Compare Deep Learning Models Using ROC Curves

This example shows how to use receiver operating characteristic (ROC) curves to compare the performance of deep learning models.

A ROC curve shows the true positive rate (TPR), or sensitivity, versus the false positive rate (FPR), or 1-specificity, for different thresholds of classification scores. The area under a ROC curve (AUC) corresponds to the integral of the curve (TPR values) with respect to FPR values from zero to one. The AUC provides an aggregate performance measure across all possible thresholds. The AUC values are in the range [0, 1], and larger AUC values indicate better classifier performance.

  • A perfect classifier always correctly assigns positive class observations to the positive class and has a TPR of 1 for all threshold values.

  • A random classifier returns random score values and has the same values for the FPR and TPR for all threshold values.

For a multiclass classification problem, the rocmetrics function formulates a set of one-versus-all binary classification problems with one binary problem for each class and finds a ROC curve for each class using the corresponding binary problem. Each binary problem assumes one class as positive and the rest as negative.

This example shows how to use ROC curves and AUC values to compare two methods of training a deep neural network for image classification.

  • Train a small network from scratch.

  • Adapt a pretrained GoogLeNet network for new data using transfer learning.

Load Data

Download and extract the Flowers [1] data set. The Flowers data set contains 3670 images of flowers belonging to five classes (daisy, dandelion, roses, sunflowers, and tulips).

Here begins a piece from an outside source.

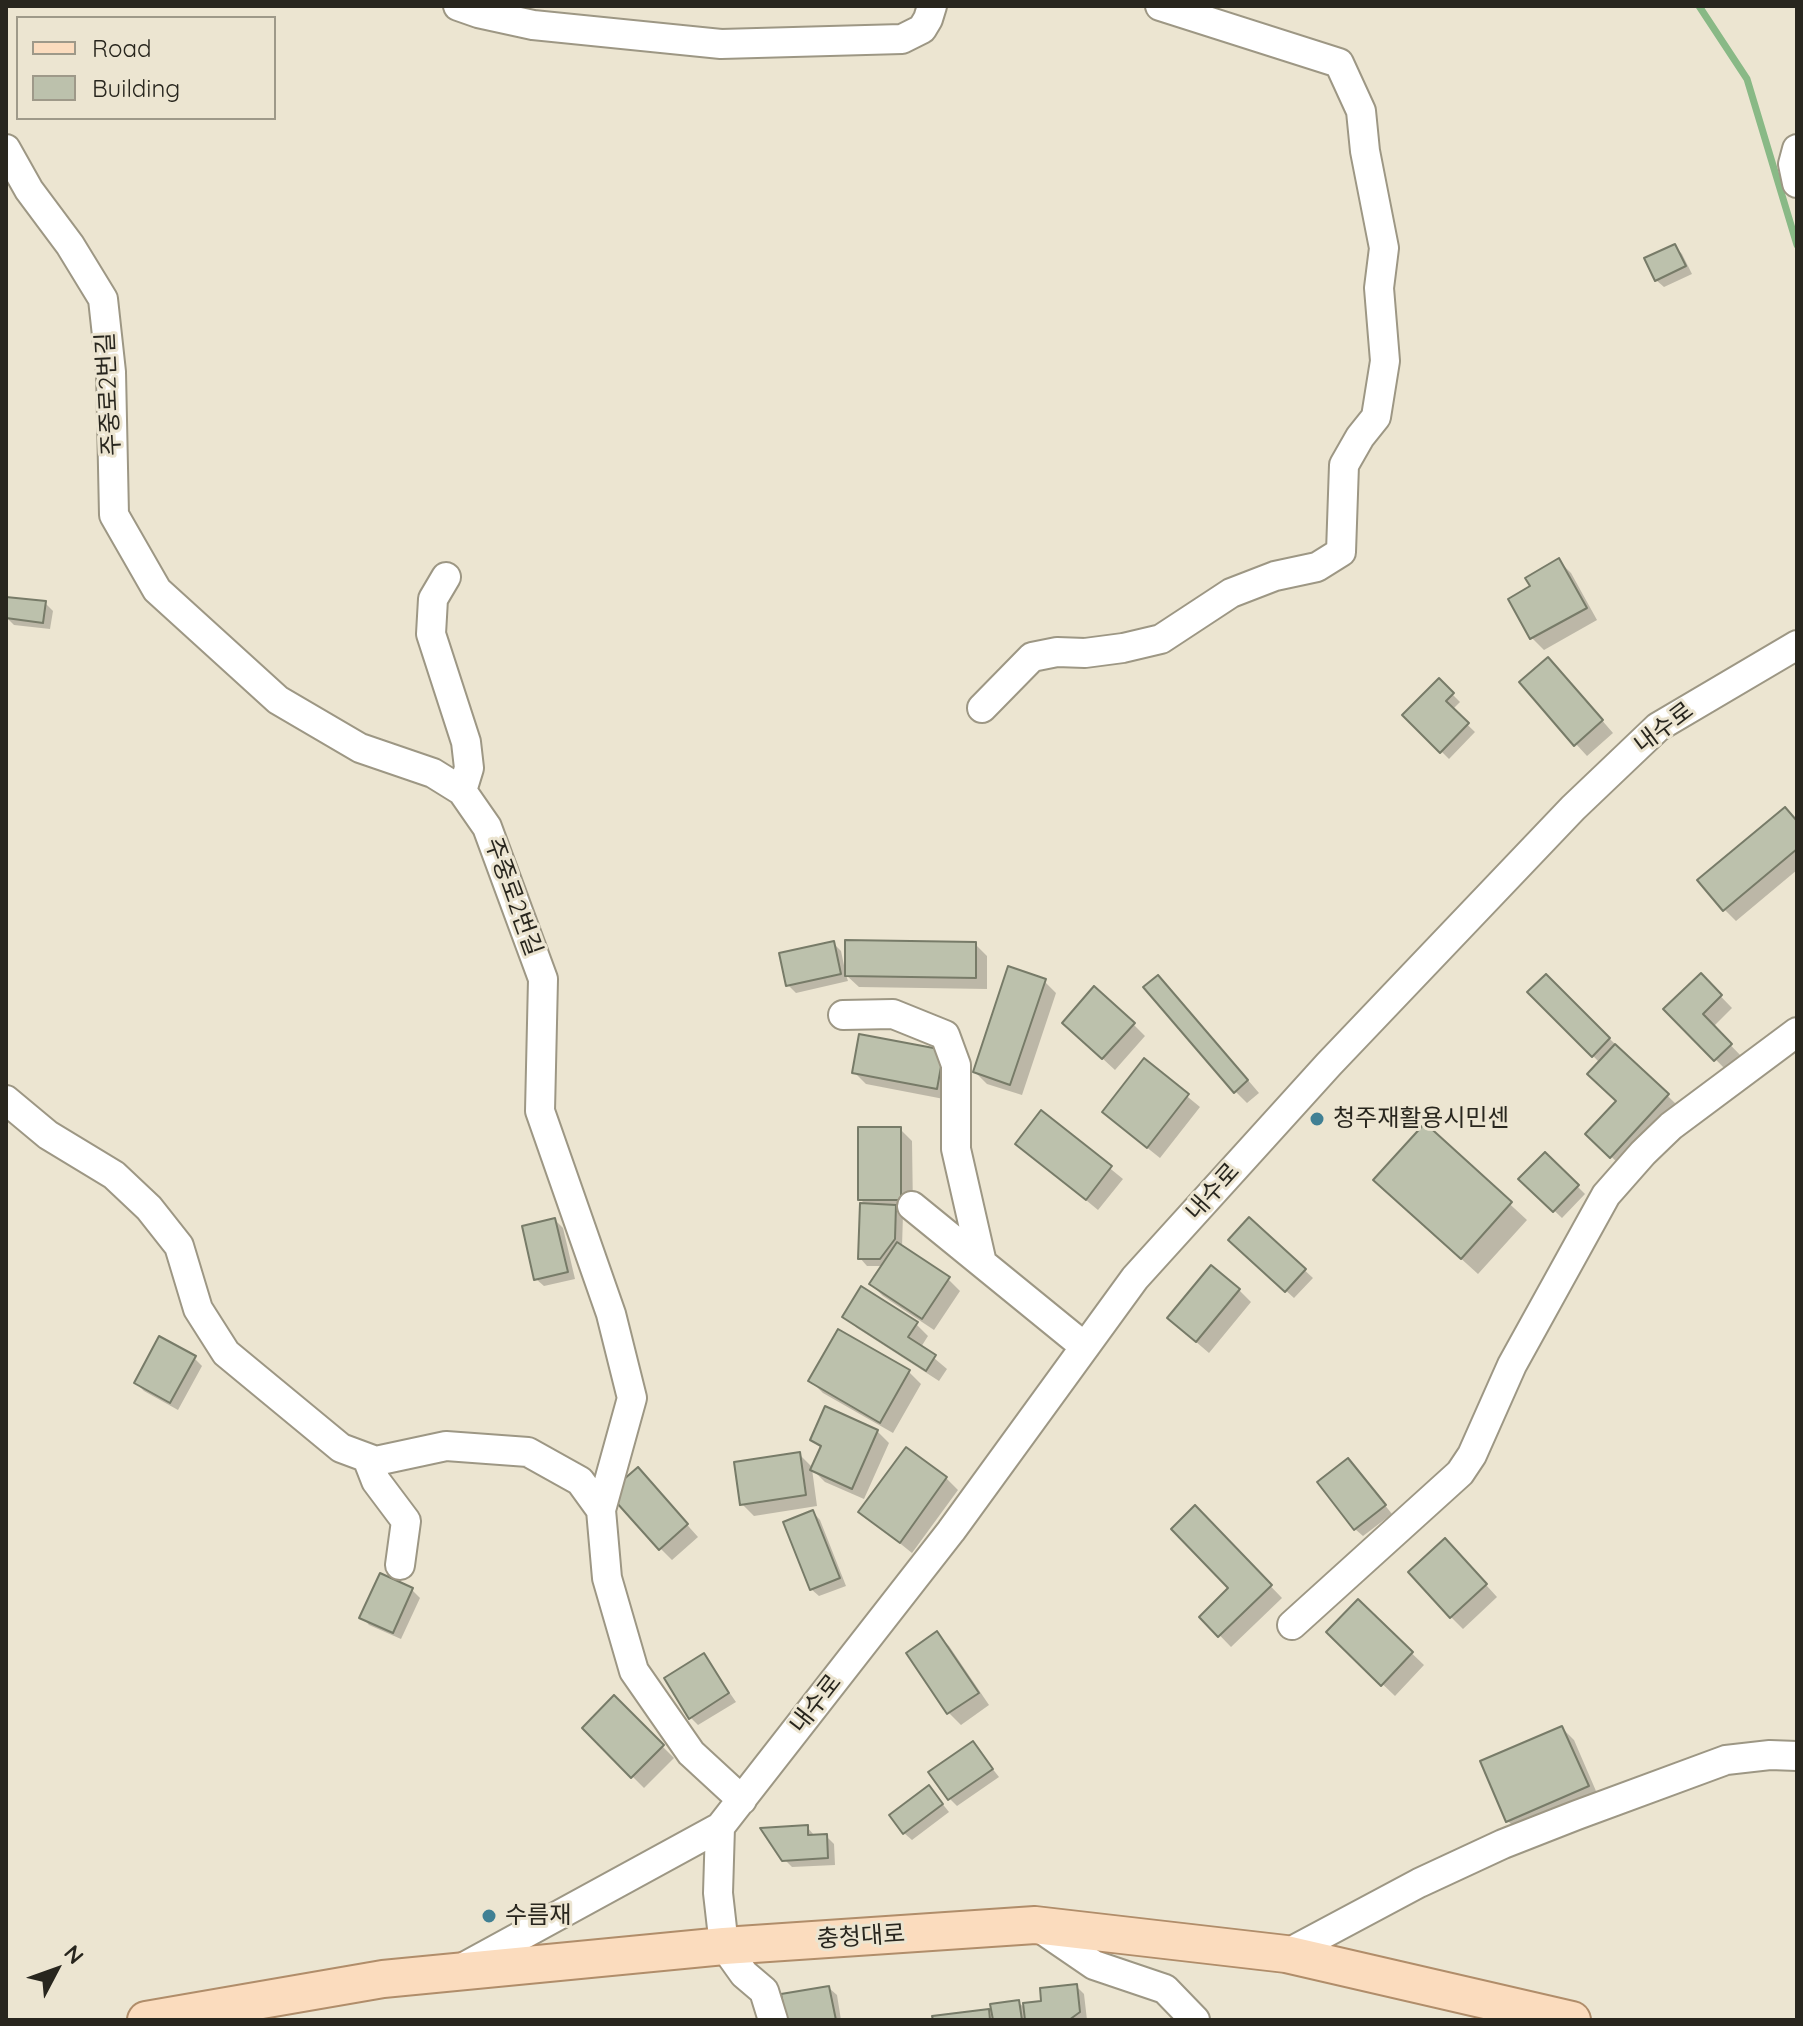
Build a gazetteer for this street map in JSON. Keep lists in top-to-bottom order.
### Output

url = "http://download.tensorflow.org/example_images/flower_photos.tgz";
downloadFolder = tempdir;
filename = fullfile(downloadFolder,"flower_dataset.tgz");

dataFolder = fullfile(downloadFolder,"flower_photos");
if ~exist(dataFolder,"dir")
    fprintf("Downloading Flowers data set (218 MB)... ")
    websave(filename,url);
    untar(filename,downloadFolder)
    fprintf("Done.\n")
end
Downloading Flowers data set (218 MB)... 
Done.
numClasses = 5;

Create an image datastore containing the photos of the flowers.

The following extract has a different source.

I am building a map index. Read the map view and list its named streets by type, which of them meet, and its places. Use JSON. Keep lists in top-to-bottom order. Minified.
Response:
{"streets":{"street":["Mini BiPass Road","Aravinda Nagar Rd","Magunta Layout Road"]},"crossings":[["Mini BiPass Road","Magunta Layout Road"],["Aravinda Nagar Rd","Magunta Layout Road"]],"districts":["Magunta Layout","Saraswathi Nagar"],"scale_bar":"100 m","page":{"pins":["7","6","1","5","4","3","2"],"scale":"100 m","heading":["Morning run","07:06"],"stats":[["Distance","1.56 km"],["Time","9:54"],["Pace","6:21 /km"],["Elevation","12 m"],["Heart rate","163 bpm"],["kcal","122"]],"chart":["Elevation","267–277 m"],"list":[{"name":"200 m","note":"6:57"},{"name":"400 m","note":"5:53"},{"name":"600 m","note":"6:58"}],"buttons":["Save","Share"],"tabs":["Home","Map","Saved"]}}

imds = imageDatastore(dataFolder,IncludeSubfolders=true,LabelSource="foldernames");

Partition the data into training, validation, and test sets. Set aside 20% of the data for validation and 20% of the data for testing using the splitEachLabel function.

[imdsTrain,imdsValidation,imdsTest] = splitEachLabel(imds,0.6,0.2,0.2,"randomize");

Prepare Networks

Create two image classification models. For the first model, build and train a deep neural network from scratch. For the second model, adapt a pretrained GoogLeNet network for new data using transfer learning. This example requires the Deep Learning Toolbox™ Model for GoogLeNet Network support package. If this support package is not installed, then the googlenet function provides a download link. The GoogLeNet network requires images of size 224-by-224-by-3 pixels.

inputSize = [224 224 3];

Create New Network

Create a small network from scratch. Set the input size to match the input size of the GoogLeNet pretrained network. To reduce overfitting, include a dropout layer.

numFilters = 16;
filterSize = 3;
poolSize = 2;

layers = [
    imageInputLayer(inputSize)
    
    convolution2dLayer(filterSize,numFilters,Padding="same")
    batchNormalizationLayer
    reluLayer
    maxPooling2dLayer(filterSize,Stride=2)

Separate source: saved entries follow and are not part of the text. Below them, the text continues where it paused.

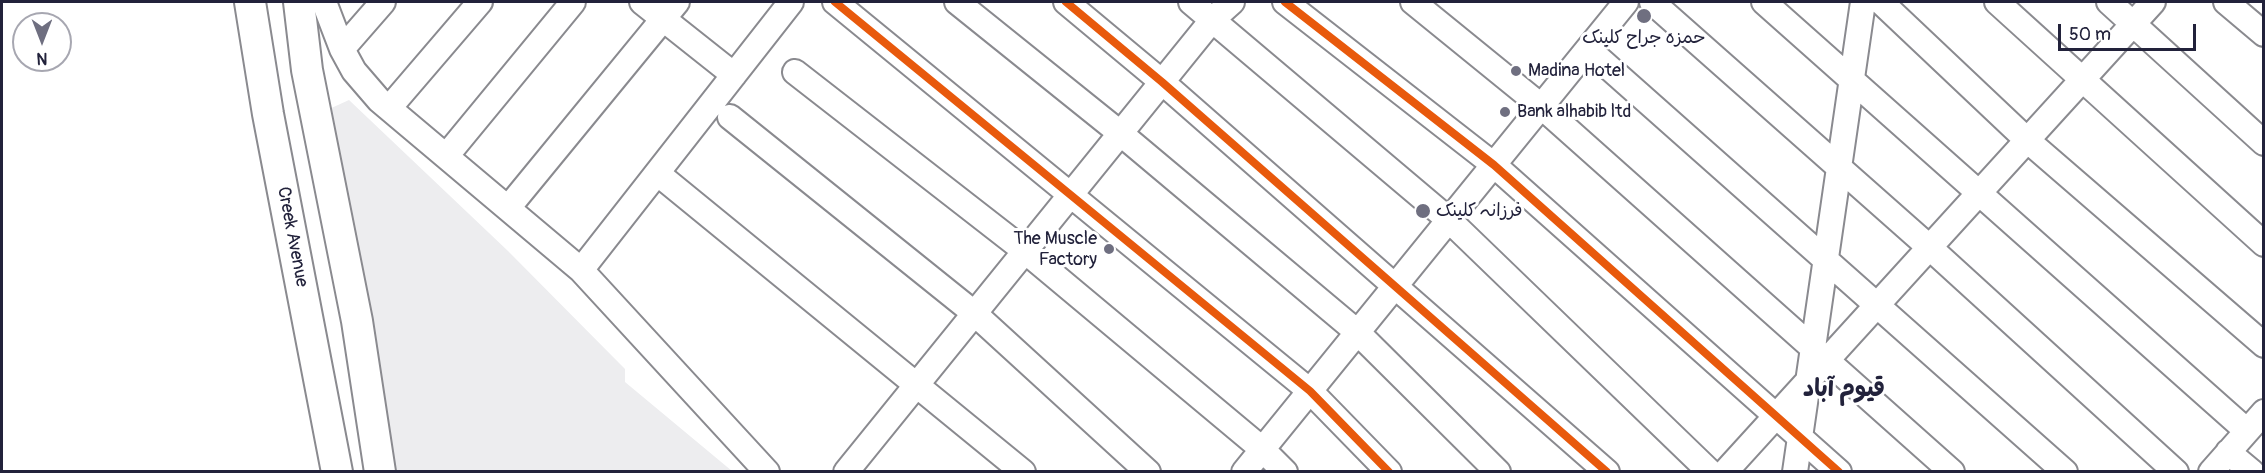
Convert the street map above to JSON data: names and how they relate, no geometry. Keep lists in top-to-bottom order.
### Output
{
  "streets": {
    "main road": ["Creek Avenue"]
  },
  "districts": ["قیوم آباد"],
  "places": [
    "حمزہ جراح کلینک",
    "Madina Hotel",
    "Bank alhabib ltd",
    "فرزانہ کلینک",
    "The Muscle Factory"
  ],
  "scale_bar": "50 m",
  "north": "bottom"
}
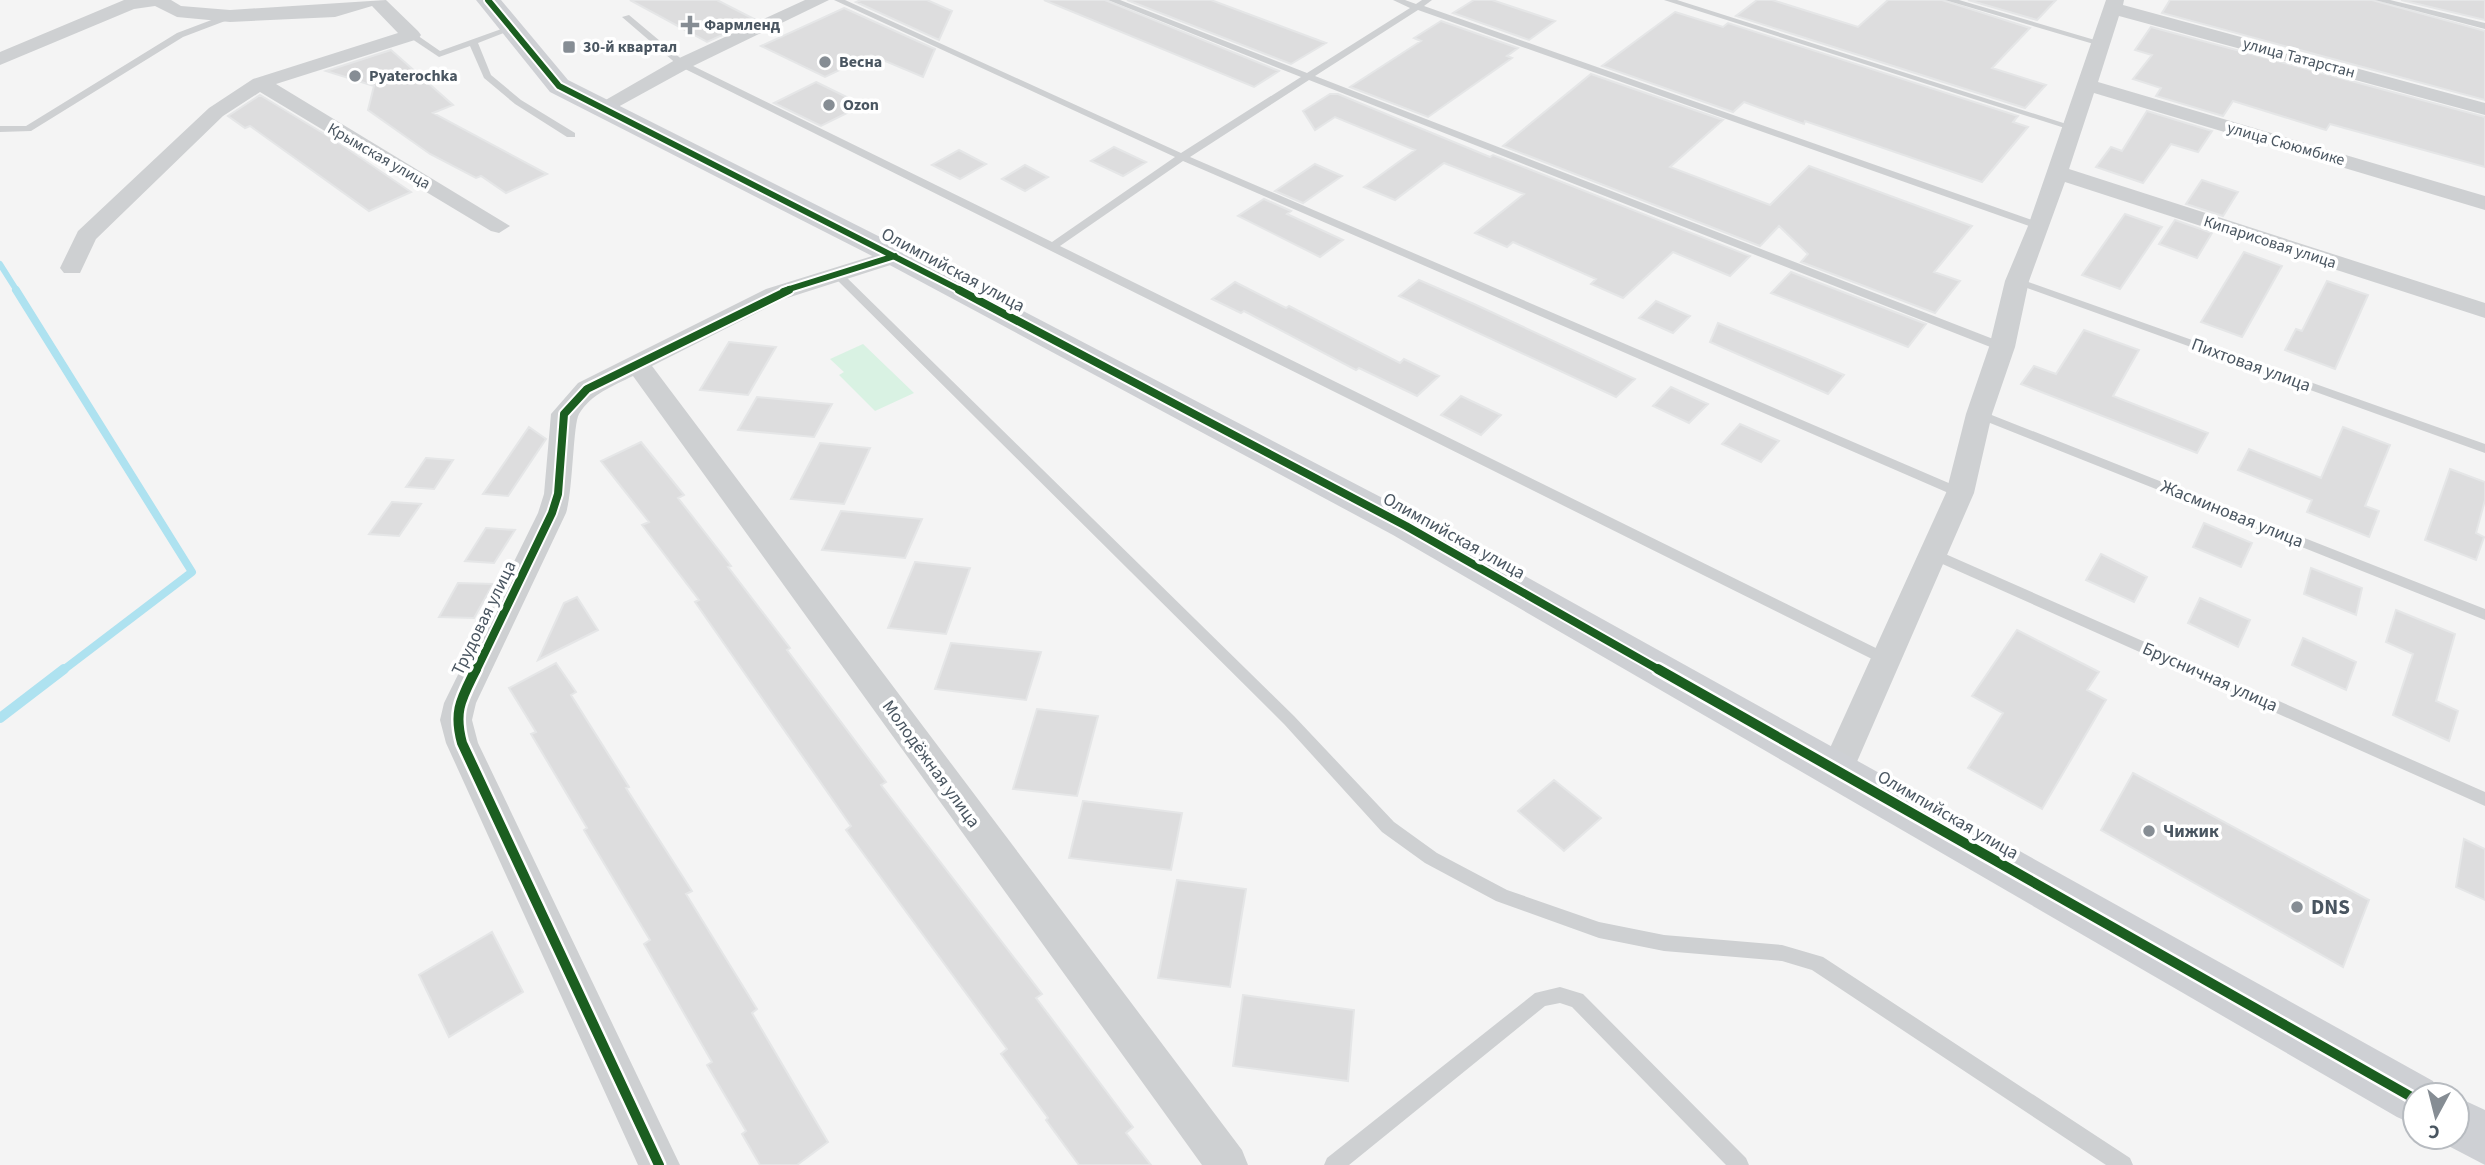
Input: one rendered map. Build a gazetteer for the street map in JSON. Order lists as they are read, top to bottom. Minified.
{"streets":{"street":["улица Татарстан","улица Сююмбике","Крымская улица","Кипарисовая улица","Олимпийская улица","Трудовая улица","Молодёжная улица"],"lane":["Пихтовая улица","Жасминовая улица","Брусничная улица"]},"crossings":[["Олимпийская улица","Трудовая улица"],["Трудовая улица","Молодёжная улица"]],"places":{"health":["Фармленд"],"transit":["30-й квартал"],"other":["Весна","Pyaterochka","Ozon","Чижик","DNS"]},"north":"bottom"}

    convolution2dLayer(filterSize,2*numFilters,Padding="same")
    batchNormalizationLayer
    reluLayer
    maxPooling2dLayer(poolSize,Stride=2)

    convolution2dLayer(filterSize,4*numFilters,Padding="same")
    batchNormalizationLayer
    reluLayer
    maxPooling2dLayer(poolSize,Stride=2)
   
    dropoutLayer(0.8)

    fullyConnectedLayer(numClasses)
    softmaxLayer
    classificationLayer];

lgraphSmallNet = layerGraph(layers);

Prepare GoogLeNet Network

Adapt a pretrained GoogLeNet network for the new data.

Load GoogLeNet.

lgraphGoogLeNet = layerGraph(googlenet);

To use a pretrained network for transfer learning, you must adapt the network to match your new data set.

  • Replace the last learnable layer with a new layer that is adapted to the new data. For GoogLeNet, this layer is the final fully connected layer, loss3-classifier. Set the output size in the new layer to match the number of classes in the new data. Increase the learning in the new layer by increasing the weight and bias learn rate factors. This increase ensures that learning is faster in the new layer than in the transferred layers.

  • Replace the output layer, output, with a new output layer that is adapted to the new data.

newLearnableLayer = fullyConnectedLayer(numClasses, ...
    WeightLearnRateFactor=10, ...
    BiasLearnRateFactor=10);
lgraphGoogLeNet = replaceLayer(lgraphGoogLeNet,"loss3-classifier",newLearnableLayer);

newOutputLayer = classificationLayer("Name","ClassificationLayer_predictions");
lgraphGoogLeNet = replaceLayer(lgraphGoogLeNet,"output",newOutputLayer);

Compare Networks

Compare the size of the networks using analyzeNetwork.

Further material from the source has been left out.